> _YOUR OBJECTIVE_
What is needed is the full set of records, word for word, with no pictures.

____

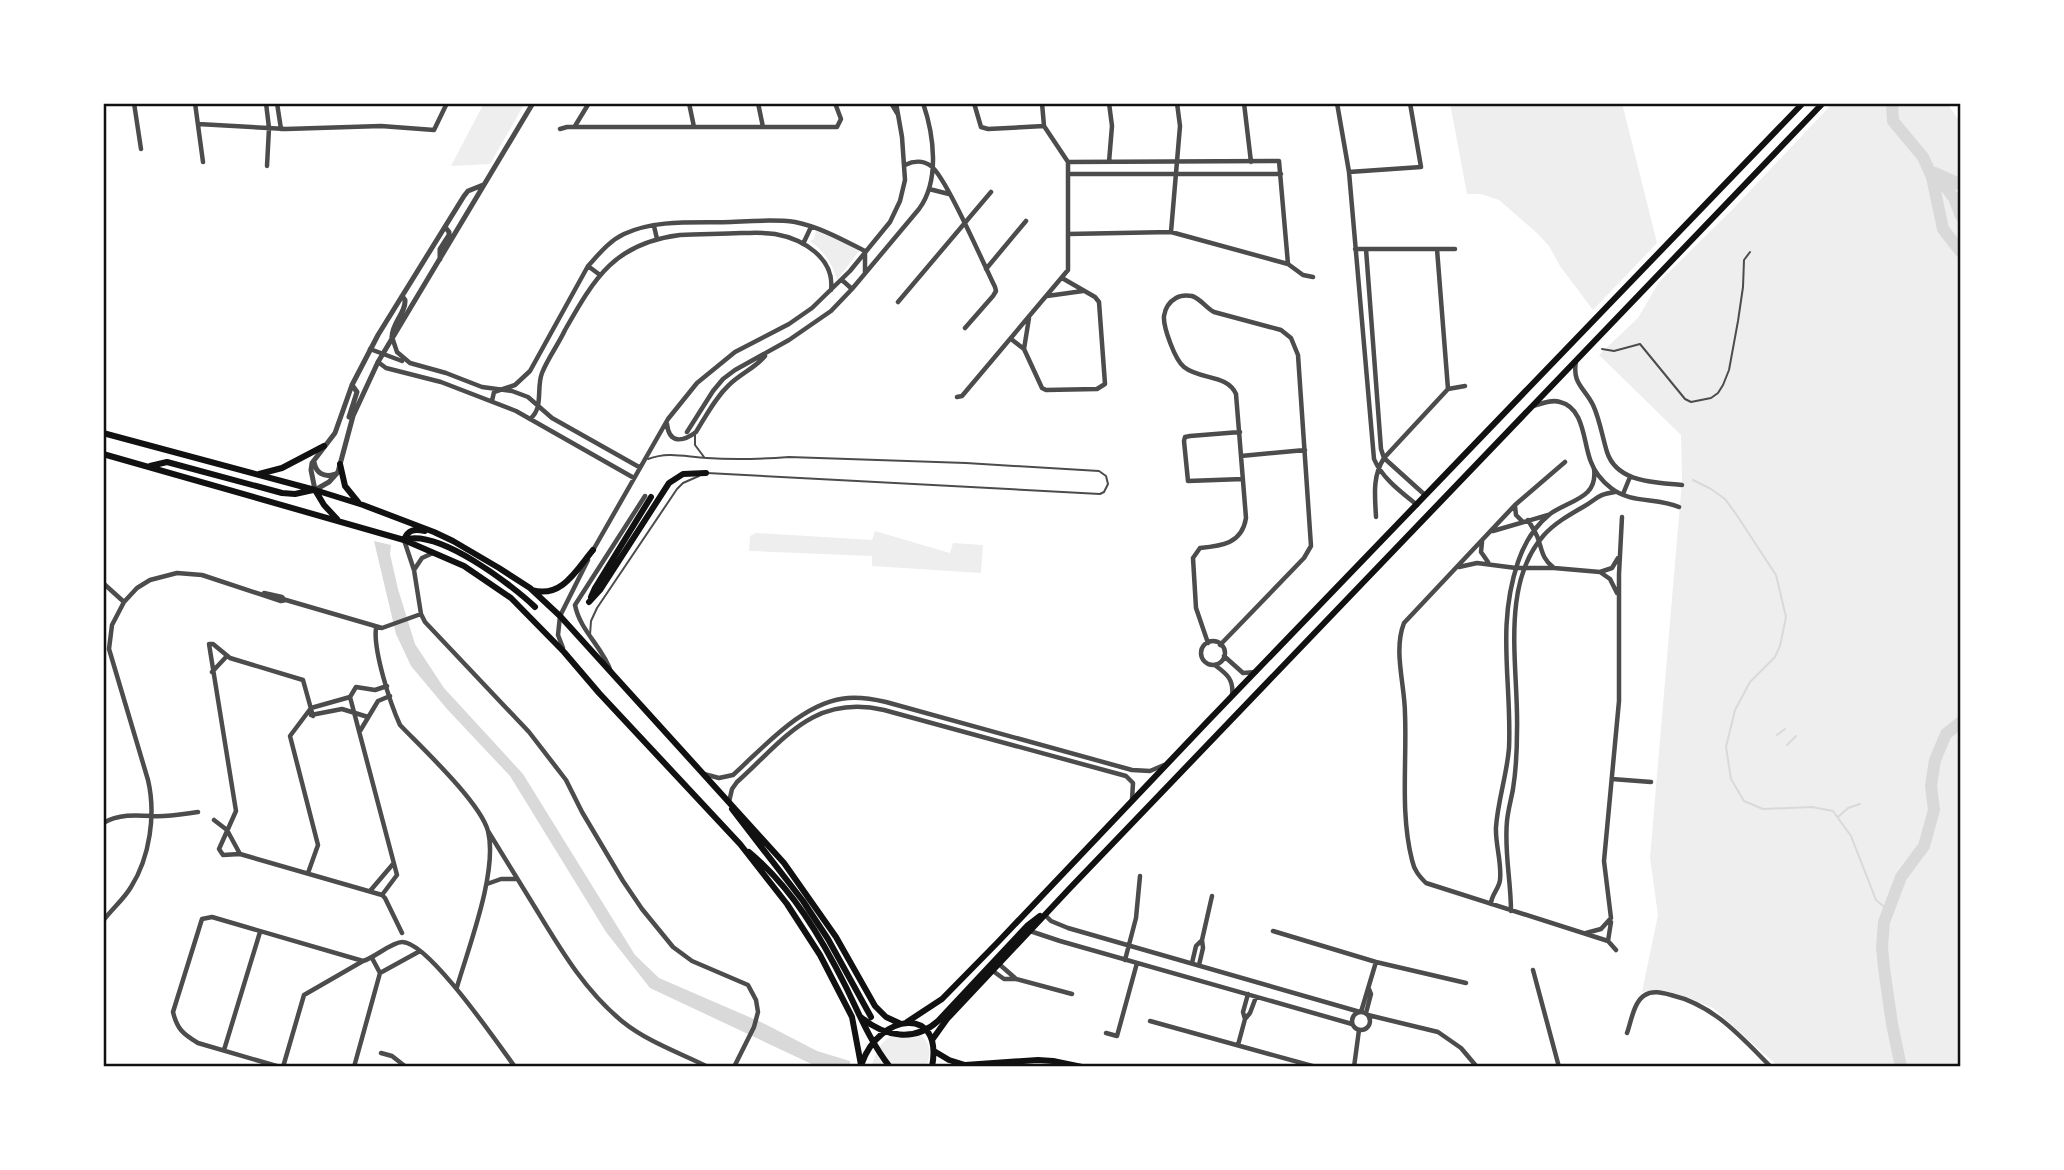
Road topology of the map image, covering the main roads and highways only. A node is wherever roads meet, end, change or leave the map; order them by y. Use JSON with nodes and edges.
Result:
{"nodes":[{"id":1,"x":1803,"y":103,"type":"edge"},
{"id":2,"x":1823,"y":103,"type":"edge"},
{"id":3,"x":1703,"y":207,"type":"junction"},
{"id":4,"x":1714,"y":218,"type":"junction"},
{"id":5,"x":103,"y":433,"type":"edge"},
{"id":6,"x":324,"y":446,"type":"road end"},
{"id":7,"x":103,"y":454,"type":"edge"},
{"id":8,"x":341,"y":464,"type":"road end"},
{"id":9,"x":148,"y":466,"type":"junction"},
{"id":10,"x":706,"y":473,"type":"road end"},
{"id":11,"x":254,"y":474,"type":"junction"},
{"id":12,"x":315,"y":490,"type":"junction"},
{"id":13,"x":648,"y":496,"type":"road end"},
{"id":14,"x":363,"y":505,"type":"junction"},
{"id":15,"x":339,"y":521,"type":"junction"},
{"id":16,"x":433,"y":532,"type":"junction"},
{"id":17,"x":404,"y":540,"type":"junction"},
{"id":18,"x":593,"y":550,"type":"road end"},
{"id":19,"x":530,"y":588,"type":"junction"},
{"id":20,"x":535,"y":607,"type":"dead end"},
{"id":21,"x":729,"y":803,"type":"junction"},
{"id":22,"x":740,"y":844,"type":"junction"},
{"id":23,"x":1044,"y":915,"type":"junction"},
{"id":24,"x":875,"y":1006,"type":"junction"},
{"id":25,"x":855,"y":1015,"type":"junction"},
{"id":26,"x":871,"y":1017,"type":"dead end"},
{"id":27,"x":908,"y":1022,"type":"junction"},
{"id":28,"x":899,"y":1023,"type":"junction"},
{"id":29,"x":932,"y":1040,"type":"junction"},
{"id":30,"x":934,"y":1051,"type":"junction"},
{"id":31,"x":861,"y":1066,"type":"edge"},
{"id":32,"x":977,"y":1066,"type":"edge"},
{"id":33,"x":890,"y":1067,"type":"edge"},
{"id":34,"x":932,"y":1067,"type":"edge"},
{"id":35,"x":1082,"y":1067,"type":"edge"}],
"edges":[{"from":1,"to":3,"type":"main road"},
{"from":2,"to":4,"type":"main road"},
{"from":3,"to":4,"type":"main road"},
{"from":3,"to":27,"type":"main road"},
{"from":4,"to":23,"type":"main road"},
{"from":5,"to":11,"type":"main road"},
{"from":6,"to":11,"type":"main road"},
{"from":7,"to":9,"type":"main road"},
{"from":8,"to":14,"type":"main road"},
{"from":9,"to":12,"type":"main road"},
{"from":9,"to":15,"type":"main road"},
{"from":10,"to":13,"type":"main road"},
{"from":11,"to":12,"type":"main road"},
{"from":12,"to":14,"type":"main road"},
{"from":12,"to":15,"type":"main road"},
{"from":14,"to":16,"type":"main road"},
{"from":15,"to":17,"type":"main road"},
{"from":16,"to":17,"type":"main road"},
{"from":16,"to":19,"type":"main road"},
{"from":17,"to":20,"type":"main road"},
{"from":17,"to":22,"type":"main road"},
{"from":18,"to":19,"type":"main road"},
{"from":19,"to":21,"type":"main road"},
{"from":21,"to":24,"type":"main road"},
{"from":21,"to":26,"type":"main road"},
{"from":22,"to":25,"type":"main road"},
{"from":22,"to":25,"type":"main road"},
{"from":23,"to":25,"type":"main road"},
{"from":23,"to":29,"type":"main road"},
{"from":24,"to":25,"type":"main road"},
{"from":24,"to":28,"type":"main road"},
{"from":25,"to":31,"type":"main road"},
{"from":25,"to":33,"type":"main road"},
{"from":27,"to":28,"type":"main road"},
{"from":27,"to":29,"type":"main road"},
{"from":28,"to":31,"type":"main road"},
{"from":29,"to":30,"type":"main road"},
{"from":30,"to":32,"type":"main road"},
{"from":30,"to":34,"type":"main road"},
{"from":32,"to":35,"type":"main road"}]}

____

> _TASK RESULT_
Road topology of the map image, covering the main roads and highways only. A node is wherever roads meet, end, change or leave the map; order them by y. Use JSON with nodes and edges.
Result:
{"nodes":[{"id":1,"x":1803,"y":103,"type":"edge"},
{"id":2,"x":1823,"y":103,"type":"edge"},
{"id":3,"x":1703,"y":207,"type":"junction"},
{"id":4,"x":1714,"y":218,"type":"junction"},
{"id":5,"x":103,"y":433,"type":"edge"},
{"id":6,"x":324,"y":446,"type":"road end"},
{"id":7,"x":103,"y":454,"type":"edge"},
{"id":8,"x":341,"y":464,"type":"road end"},
{"id":9,"x":148,"y":466,"type":"junction"},
{"id":10,"x":706,"y":473,"type":"road end"},
{"id":11,"x":254,"y":474,"type":"junction"},
{"id":12,"x":315,"y":490,"type":"junction"},
{"id":13,"x":648,"y":496,"type":"road end"},
{"id":14,"x":363,"y":505,"type":"junction"},
{"id":15,"x":339,"y":521,"type":"junction"},
{"id":16,"x":433,"y":532,"type":"junction"},
{"id":17,"x":404,"y":540,"type":"junction"},
{"id":18,"x":593,"y":550,"type":"road end"},
{"id":19,"x":530,"y":588,"type":"junction"},
{"id":20,"x":535,"y":607,"type":"dead end"},
{"id":21,"x":729,"y":803,"type":"junction"},
{"id":22,"x":740,"y":844,"type":"junction"},
{"id":23,"x":1044,"y":915,"type":"junction"},
{"id":24,"x":875,"y":1006,"type":"junction"},
{"id":25,"x":855,"y":1015,"type":"junction"},
{"id":26,"x":871,"y":1017,"type":"dead end"},
{"id":27,"x":908,"y":1022,"type":"junction"},
{"id":28,"x":899,"y":1023,"type":"junction"},
{"id":29,"x":932,"y":1040,"type":"junction"},
{"id":30,"x":934,"y":1051,"type":"junction"},
{"id":31,"x":861,"y":1066,"type":"edge"},
{"id":32,"x":977,"y":1066,"type":"edge"},
{"id":33,"x":890,"y":1067,"type":"edge"},
{"id":34,"x":932,"y":1067,"type":"edge"},
{"id":35,"x":1082,"y":1067,"type":"edge"}],
"edges":[{"from":1,"to":3,"type":"main road"},
{"from":2,"to":4,"type":"main road"},
{"from":3,"to":4,"type":"main road"},
{"from":3,"to":27,"type":"main road"},
{"from":4,"to":23,"type":"main road"},
{"from":5,"to":11,"type":"main road"},
{"from":6,"to":11,"type":"main road"},
{"from":7,"to":9,"type":"main road"},
{"from":8,"to":14,"type":"main road"},
{"from":9,"to":12,"type":"main road"},
{"from":9,"to":15,"type":"main road"},
{"from":10,"to":13,"type":"main road"},
{"from":11,"to":12,"type":"main road"},
{"from":12,"to":14,"type":"main road"},
{"from":12,"to":15,"type":"main road"},
{"from":14,"to":16,"type":"main road"},
{"from":15,"to":17,"type":"main road"},
{"from":16,"to":17,"type":"main road"},
{"from":16,"to":19,"type":"main road"},
{"from":17,"to":20,"type":"main road"},
{"from":17,"to":22,"type":"main road"},
{"from":18,"to":19,"type":"main road"},
{"from":19,"to":21,"type":"main road"},
{"from":21,"to":24,"type":"main road"},
{"from":21,"to":26,"type":"main road"},
{"from":22,"to":25,"type":"main road"},
{"from":22,"to":25,"type":"main road"},
{"from":23,"to":25,"type":"main road"},
{"from":23,"to":29,"type":"main road"},
{"from":24,"to":25,"type":"main road"},
{"from":24,"to":28,"type":"main road"},
{"from":25,"to":31,"type":"main road"},
{"from":25,"to":33,"type":"main road"},
{"from":27,"to":28,"type":"main road"},
{"from":27,"to":29,"type":"main road"},
{"from":28,"to":31,"type":"main road"},
{"from":29,"to":30,"type":"main road"},
{"from":30,"to":32,"type":"main road"},
{"from":30,"to":34,"type":"main road"},
{"from":32,"to":35,"type":"main road"}]}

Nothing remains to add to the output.